Required action: For the records that follow, please set down exactly the lines between the one holding "pinky dip: (348, 255)" and the one holding "pinky dip: (1287, 802)", inclusive, and only those.

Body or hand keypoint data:
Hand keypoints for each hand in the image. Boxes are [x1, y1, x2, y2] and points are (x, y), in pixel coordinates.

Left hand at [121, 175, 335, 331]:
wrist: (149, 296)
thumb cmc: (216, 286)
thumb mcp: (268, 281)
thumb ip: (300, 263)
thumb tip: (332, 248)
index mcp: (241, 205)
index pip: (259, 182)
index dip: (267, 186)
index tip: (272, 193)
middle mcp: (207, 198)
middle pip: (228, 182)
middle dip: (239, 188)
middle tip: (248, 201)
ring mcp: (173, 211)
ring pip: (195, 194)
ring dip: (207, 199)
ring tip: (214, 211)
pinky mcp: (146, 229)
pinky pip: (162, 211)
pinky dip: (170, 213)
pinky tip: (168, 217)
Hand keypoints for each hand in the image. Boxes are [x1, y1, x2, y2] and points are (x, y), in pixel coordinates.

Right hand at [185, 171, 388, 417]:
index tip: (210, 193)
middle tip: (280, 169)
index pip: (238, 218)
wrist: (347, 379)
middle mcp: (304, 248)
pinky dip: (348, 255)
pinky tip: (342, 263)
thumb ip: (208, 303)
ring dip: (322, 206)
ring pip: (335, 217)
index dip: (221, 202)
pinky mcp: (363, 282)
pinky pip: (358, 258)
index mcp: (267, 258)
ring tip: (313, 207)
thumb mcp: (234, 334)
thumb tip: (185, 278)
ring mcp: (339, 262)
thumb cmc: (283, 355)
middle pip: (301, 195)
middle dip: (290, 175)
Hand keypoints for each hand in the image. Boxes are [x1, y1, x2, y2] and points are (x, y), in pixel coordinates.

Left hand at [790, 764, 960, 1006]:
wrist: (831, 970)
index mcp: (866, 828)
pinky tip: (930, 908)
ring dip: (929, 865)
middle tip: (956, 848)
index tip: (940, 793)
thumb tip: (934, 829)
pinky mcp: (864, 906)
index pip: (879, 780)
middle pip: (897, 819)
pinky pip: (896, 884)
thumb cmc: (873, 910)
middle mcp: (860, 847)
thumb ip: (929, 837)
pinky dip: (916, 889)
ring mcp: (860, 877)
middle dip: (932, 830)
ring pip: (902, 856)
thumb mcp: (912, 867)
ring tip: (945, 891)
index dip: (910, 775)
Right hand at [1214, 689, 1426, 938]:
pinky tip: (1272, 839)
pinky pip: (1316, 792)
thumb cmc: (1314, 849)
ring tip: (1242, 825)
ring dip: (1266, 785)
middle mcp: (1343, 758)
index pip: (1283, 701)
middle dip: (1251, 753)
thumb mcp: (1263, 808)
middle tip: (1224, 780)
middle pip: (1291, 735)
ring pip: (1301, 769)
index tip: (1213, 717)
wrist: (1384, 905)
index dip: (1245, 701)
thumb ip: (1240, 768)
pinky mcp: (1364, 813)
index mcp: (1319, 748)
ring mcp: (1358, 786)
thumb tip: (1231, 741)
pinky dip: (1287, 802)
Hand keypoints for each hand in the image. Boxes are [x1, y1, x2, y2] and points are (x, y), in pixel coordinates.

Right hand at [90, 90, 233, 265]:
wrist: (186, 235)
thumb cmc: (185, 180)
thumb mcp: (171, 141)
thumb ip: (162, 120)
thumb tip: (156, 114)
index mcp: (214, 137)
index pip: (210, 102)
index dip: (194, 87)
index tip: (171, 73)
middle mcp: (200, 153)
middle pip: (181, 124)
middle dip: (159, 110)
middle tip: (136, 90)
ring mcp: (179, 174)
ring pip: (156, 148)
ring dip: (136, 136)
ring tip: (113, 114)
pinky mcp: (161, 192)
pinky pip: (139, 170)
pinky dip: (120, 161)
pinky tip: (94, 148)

Problem solution:
pinky dip: (348, 255)
pinky tip: (342, 263)
thumb ip: (208, 303)
ring dip: (322, 206)
ring pip: (335, 217)
index dip: (221, 202)
pinky mcp: (363, 282)
pinky pip: (358, 258)
index mcp: (267, 258)
ring tip: (313, 207)
thumb mcp: (234, 334)
thumb tip: (185, 278)
ring mcp: (339, 262)
thumb cmc: (283, 355)
middle pip: (301, 195)
middle dip: (290, 175)
Hand keypoints for each hand in the image. Boxes are [x1, y1, x2, y2] and points are (x, y), in pixel coordinates.

Left hand at [790, 764, 960, 1006]:
wrist: (831, 970)
index mcp: (866, 828)
pinky tip: (930, 908)
ring dip: (929, 865)
middle tip: (956, 848)
index tip: (940, 793)
thumb tip: (934, 829)
pinky mcp: (864, 906)
index pip: (879, 780)
middle pip: (897, 819)
pinky pip: (896, 884)
thumb cmc: (873, 910)
middle mcp: (860, 847)
thumb ip: (929, 837)
pinky dip: (916, 889)
ring mcp: (860, 877)
middle dip: (932, 830)
ring pip: (902, 856)
thumb mcp: (912, 867)
ring tip: (945, 891)
index dip: (910, 775)
Right hand at [1214, 689, 1426, 938]:
pinky tip: (1272, 839)
pinky pip: (1316, 792)
thumb cmc: (1314, 849)
ring tip: (1242, 825)
ring dip: (1266, 785)
middle mcp: (1343, 758)
index pip: (1283, 701)
middle dip: (1251, 753)
thumb mcp: (1263, 808)
middle tip: (1224, 780)
middle pip: (1291, 735)
ring pip: (1301, 769)
index tip: (1213, 717)
wrist: (1384, 905)
index dip: (1245, 701)
thumb ip: (1240, 768)
pinky mcp: (1364, 813)
index mcp: (1319, 748)
ring mcp: (1358, 786)
thumb tip: (1231, 741)
pinky dip: (1287, 802)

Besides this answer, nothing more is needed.